[Saved data entries]

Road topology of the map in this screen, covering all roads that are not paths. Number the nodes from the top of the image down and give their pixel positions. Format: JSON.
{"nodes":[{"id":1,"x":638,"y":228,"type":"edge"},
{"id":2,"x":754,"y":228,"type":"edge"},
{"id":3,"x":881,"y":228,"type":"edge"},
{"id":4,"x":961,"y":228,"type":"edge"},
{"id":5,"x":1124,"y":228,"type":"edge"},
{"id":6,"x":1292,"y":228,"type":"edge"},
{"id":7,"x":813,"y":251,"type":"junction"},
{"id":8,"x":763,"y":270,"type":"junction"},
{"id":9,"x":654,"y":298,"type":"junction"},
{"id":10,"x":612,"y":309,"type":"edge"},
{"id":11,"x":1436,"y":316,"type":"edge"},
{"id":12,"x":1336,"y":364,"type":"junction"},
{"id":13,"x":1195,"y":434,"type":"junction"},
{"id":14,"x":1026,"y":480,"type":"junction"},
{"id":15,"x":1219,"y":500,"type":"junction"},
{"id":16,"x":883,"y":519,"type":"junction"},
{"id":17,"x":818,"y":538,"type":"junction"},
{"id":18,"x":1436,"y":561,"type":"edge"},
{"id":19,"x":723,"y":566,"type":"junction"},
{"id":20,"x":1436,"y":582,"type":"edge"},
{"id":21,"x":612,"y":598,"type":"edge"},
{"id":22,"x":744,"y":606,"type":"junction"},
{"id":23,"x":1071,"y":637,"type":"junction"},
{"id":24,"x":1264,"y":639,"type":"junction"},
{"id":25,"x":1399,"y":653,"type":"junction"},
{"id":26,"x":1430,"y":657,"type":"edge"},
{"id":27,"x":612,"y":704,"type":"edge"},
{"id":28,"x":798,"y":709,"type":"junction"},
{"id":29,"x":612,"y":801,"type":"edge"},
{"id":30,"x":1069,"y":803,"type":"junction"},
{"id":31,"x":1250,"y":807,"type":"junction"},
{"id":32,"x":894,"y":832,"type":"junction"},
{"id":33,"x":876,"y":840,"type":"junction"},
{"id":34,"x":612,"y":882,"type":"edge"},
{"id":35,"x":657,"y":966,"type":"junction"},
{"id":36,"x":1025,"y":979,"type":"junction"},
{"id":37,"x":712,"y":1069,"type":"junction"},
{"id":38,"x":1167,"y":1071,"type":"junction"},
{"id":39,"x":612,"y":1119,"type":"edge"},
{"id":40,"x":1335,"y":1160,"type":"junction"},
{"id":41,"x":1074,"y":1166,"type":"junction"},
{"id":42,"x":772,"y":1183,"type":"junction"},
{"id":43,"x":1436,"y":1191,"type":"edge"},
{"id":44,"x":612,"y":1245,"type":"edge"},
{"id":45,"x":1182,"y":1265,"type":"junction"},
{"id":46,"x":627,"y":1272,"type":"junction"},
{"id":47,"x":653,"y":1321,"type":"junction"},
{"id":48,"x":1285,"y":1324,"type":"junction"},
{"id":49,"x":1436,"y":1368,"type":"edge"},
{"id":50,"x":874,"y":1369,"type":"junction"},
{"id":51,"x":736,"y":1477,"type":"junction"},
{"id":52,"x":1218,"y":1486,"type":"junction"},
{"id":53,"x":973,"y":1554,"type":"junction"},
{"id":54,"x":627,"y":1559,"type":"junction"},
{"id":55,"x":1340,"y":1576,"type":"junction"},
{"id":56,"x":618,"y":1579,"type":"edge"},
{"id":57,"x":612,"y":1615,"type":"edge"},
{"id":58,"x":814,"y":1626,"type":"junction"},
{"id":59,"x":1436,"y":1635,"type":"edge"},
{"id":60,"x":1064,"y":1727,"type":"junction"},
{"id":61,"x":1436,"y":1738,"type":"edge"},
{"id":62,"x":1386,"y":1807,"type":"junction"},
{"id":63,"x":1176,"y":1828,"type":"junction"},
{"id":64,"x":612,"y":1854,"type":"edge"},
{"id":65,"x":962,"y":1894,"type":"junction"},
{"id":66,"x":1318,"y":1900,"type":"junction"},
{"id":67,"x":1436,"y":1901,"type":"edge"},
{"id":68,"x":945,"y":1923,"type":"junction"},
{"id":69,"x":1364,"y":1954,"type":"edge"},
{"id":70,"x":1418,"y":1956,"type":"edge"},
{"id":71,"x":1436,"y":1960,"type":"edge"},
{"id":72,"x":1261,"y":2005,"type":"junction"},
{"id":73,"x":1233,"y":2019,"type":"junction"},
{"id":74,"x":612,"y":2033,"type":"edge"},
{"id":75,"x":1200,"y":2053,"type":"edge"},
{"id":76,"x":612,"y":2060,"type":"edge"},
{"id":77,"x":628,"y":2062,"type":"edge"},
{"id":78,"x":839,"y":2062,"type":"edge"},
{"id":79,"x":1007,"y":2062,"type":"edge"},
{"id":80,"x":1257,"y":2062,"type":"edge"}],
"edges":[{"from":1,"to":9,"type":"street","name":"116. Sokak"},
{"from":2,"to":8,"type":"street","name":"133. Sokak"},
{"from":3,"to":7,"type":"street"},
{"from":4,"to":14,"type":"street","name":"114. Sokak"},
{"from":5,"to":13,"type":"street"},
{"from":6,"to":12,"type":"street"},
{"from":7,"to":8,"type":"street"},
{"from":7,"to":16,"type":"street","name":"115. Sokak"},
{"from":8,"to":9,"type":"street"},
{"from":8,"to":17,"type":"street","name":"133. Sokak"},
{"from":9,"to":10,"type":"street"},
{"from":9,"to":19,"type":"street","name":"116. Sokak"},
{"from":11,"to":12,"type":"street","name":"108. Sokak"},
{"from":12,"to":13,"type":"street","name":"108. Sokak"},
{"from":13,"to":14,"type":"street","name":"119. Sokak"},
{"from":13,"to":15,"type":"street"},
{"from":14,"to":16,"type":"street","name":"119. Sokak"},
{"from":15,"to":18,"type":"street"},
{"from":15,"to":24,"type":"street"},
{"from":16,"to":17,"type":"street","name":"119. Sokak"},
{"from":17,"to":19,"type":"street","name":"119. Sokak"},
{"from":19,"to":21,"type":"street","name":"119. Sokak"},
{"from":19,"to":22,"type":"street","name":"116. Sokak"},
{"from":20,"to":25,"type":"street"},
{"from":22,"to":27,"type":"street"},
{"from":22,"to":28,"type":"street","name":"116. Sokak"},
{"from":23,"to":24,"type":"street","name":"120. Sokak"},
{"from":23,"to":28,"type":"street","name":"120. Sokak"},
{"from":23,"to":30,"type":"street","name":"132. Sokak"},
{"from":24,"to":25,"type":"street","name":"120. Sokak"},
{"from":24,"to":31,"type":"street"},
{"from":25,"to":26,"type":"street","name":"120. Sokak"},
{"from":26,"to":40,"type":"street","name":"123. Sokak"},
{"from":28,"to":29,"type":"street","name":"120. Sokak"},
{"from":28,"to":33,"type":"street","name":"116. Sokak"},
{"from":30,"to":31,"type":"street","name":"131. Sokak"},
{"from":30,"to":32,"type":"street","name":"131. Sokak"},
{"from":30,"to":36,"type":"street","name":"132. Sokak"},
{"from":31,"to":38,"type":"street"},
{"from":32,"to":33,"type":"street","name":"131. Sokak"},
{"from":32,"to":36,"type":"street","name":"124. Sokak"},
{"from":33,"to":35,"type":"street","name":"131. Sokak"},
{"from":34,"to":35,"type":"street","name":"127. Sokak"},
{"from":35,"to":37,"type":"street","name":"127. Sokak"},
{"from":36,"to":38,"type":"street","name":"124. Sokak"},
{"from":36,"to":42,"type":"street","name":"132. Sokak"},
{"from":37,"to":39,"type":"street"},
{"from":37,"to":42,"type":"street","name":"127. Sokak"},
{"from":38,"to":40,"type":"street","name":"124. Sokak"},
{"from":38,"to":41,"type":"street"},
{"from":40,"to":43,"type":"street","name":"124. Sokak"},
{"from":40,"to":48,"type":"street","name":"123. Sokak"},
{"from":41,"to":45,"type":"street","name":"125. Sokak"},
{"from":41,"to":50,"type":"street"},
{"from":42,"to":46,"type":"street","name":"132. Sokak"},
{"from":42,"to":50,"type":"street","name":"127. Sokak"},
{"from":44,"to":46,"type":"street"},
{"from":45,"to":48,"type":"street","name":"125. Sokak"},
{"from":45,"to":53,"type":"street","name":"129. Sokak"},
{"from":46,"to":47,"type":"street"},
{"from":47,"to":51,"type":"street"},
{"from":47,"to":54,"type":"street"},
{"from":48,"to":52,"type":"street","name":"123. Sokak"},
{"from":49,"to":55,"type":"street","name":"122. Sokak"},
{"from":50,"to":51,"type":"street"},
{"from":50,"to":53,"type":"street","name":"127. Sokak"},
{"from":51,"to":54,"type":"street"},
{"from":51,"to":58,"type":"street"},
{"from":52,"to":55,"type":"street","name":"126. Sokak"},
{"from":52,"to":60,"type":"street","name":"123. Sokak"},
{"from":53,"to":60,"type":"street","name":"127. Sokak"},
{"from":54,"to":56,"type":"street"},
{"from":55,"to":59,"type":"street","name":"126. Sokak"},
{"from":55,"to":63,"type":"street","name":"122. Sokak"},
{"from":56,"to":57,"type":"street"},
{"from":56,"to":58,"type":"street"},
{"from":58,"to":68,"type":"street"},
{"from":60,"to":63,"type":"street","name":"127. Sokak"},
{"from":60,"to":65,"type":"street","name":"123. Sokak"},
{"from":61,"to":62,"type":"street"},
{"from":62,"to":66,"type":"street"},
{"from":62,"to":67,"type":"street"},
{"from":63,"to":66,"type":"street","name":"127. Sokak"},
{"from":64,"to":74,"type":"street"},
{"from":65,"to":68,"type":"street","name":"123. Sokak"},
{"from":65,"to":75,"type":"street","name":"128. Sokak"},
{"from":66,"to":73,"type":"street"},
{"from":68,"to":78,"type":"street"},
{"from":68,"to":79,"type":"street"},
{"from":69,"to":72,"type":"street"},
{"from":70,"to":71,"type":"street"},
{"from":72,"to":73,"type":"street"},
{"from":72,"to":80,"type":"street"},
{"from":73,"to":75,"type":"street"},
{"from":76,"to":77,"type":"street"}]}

EXERCISE BRIEF ▸ Pull together all lines from the data that mention the word "nodes".

REPLY TO THE TASK ▸
Road topology of the map in this screen, covering all roads that are not paths. Number the nodes from the top of the image down and give their pixel positions. Format: JSON.
{"nodes":[{"id":1,"x":638,"y":228,"type":"edge"},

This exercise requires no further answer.